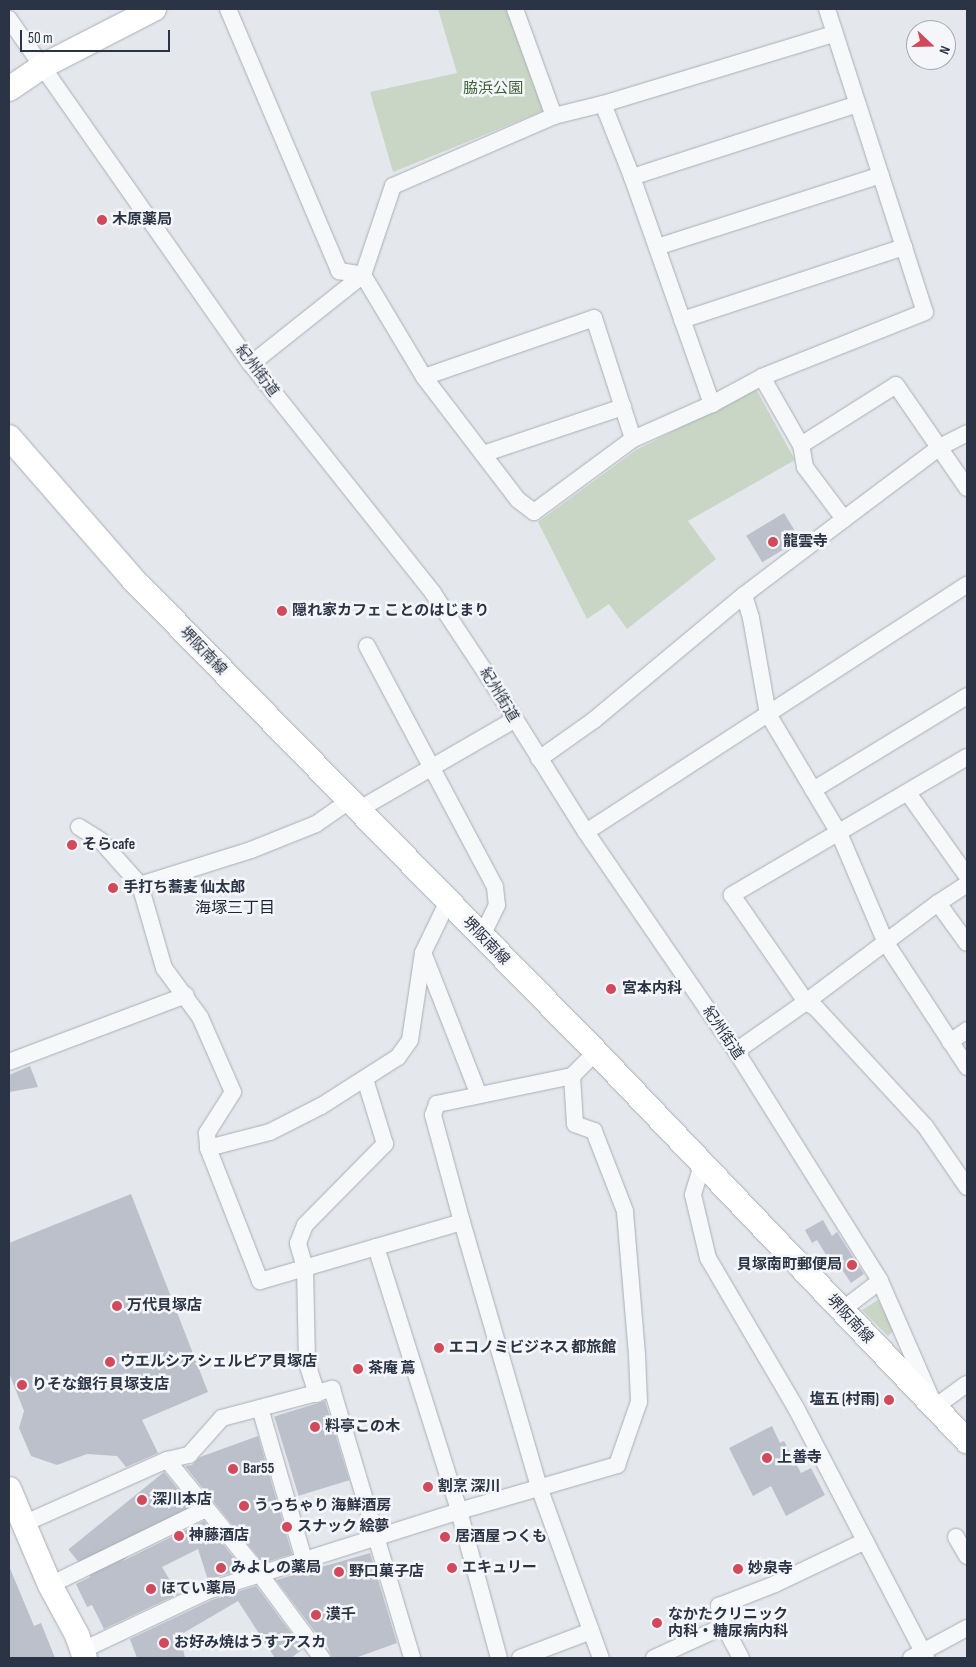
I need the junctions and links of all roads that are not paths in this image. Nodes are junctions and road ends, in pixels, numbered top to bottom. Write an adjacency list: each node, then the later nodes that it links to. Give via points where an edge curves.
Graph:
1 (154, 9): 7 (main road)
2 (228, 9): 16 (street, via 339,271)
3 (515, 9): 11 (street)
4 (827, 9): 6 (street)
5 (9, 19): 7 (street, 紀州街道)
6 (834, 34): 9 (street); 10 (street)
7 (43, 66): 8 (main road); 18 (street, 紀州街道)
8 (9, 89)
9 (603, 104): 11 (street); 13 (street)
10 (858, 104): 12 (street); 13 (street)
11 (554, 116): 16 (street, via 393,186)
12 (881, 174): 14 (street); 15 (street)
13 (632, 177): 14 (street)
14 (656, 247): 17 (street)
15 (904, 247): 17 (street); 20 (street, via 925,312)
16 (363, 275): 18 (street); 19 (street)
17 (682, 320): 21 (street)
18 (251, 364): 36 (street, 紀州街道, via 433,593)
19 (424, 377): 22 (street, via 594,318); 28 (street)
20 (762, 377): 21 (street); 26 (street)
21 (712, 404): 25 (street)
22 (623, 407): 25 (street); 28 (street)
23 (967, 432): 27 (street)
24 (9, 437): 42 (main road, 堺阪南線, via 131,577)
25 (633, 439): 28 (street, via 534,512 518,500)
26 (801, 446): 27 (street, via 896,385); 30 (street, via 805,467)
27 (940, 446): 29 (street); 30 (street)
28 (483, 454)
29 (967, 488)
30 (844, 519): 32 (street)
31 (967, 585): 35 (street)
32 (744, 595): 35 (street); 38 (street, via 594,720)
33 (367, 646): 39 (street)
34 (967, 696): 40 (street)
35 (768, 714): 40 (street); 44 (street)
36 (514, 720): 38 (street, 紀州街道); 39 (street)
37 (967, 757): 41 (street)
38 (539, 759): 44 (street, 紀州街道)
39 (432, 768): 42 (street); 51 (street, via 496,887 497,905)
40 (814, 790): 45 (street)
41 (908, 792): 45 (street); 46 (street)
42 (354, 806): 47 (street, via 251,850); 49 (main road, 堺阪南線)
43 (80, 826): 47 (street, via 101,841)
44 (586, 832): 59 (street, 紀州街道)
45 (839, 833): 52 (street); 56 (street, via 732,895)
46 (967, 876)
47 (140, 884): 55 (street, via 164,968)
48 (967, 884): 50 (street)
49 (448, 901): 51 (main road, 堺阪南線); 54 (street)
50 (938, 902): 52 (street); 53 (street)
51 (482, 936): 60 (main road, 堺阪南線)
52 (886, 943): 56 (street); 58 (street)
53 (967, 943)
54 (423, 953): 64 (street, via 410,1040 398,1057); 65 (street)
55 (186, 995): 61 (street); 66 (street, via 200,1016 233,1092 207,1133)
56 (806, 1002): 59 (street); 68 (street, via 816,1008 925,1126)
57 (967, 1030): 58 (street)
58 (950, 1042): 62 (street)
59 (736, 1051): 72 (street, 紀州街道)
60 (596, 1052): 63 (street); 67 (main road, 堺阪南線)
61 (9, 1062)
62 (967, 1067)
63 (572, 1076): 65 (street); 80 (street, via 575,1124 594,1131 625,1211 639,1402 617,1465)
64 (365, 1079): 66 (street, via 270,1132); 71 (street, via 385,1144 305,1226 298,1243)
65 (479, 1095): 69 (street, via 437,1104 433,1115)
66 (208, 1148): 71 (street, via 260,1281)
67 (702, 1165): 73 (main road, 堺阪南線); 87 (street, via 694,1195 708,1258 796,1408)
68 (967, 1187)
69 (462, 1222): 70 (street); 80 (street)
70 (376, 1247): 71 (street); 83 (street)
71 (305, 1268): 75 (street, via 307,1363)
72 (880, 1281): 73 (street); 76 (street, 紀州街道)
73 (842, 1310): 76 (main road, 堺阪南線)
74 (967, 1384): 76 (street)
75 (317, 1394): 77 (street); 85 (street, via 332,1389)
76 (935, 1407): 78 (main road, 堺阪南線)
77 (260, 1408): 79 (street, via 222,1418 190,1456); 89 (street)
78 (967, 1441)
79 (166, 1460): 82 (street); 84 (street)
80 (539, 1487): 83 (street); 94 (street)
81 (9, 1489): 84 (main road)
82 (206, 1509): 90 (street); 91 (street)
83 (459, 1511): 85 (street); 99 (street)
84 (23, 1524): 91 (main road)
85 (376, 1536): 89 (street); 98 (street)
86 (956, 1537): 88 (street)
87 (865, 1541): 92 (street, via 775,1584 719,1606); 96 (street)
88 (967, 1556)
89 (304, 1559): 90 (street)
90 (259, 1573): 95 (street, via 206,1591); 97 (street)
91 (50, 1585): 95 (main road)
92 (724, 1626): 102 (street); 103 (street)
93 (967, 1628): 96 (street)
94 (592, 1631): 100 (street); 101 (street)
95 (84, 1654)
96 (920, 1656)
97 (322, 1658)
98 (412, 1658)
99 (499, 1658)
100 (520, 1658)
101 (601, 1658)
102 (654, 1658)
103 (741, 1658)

◆ ◆ ◆ ◆ ◆ ◆ ◆

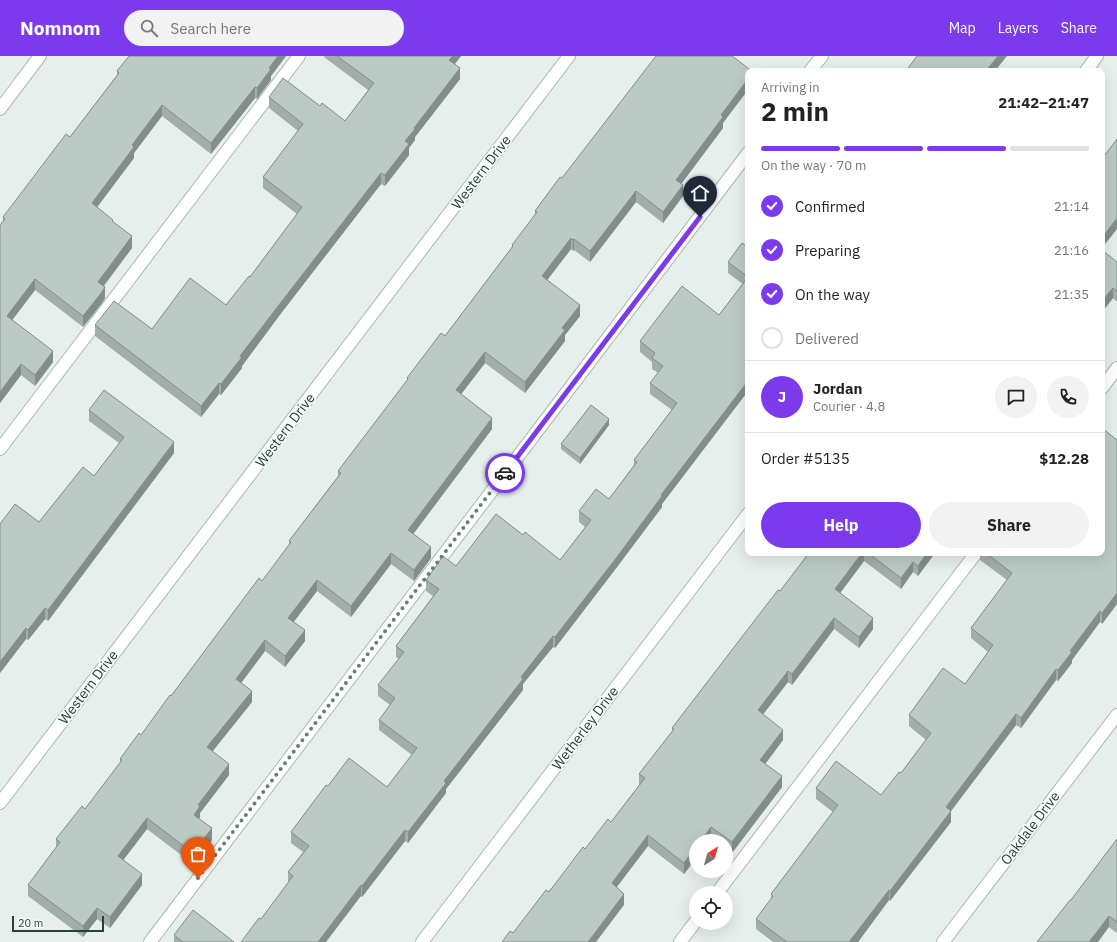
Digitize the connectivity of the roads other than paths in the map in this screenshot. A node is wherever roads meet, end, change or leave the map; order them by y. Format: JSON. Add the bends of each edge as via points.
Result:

◆ ◆ ◆ ◆ ◆ ◆ ◆

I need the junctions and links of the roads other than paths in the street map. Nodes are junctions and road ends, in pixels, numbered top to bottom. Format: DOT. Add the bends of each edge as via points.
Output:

◆ ◆ ◆ ◆ ◆ ◆ ◆

# What you are asked to do
Working from the entries above, return all lines that contain "need".

# Task answer
I need the junctions and links of all roads that are not paths in this image. Nodes are junctions and road ends, in pixels, numbered top to bottom. Write an adjacency list: each node, then the later nodes that it links to. Give via points where an edge curves.
I need the junctions and links of the roads other than paths in the street map. Nodes are junctions and road ends, in pixels, numbered top to bottom. Format: DOT. Add the bends of each edge as via points.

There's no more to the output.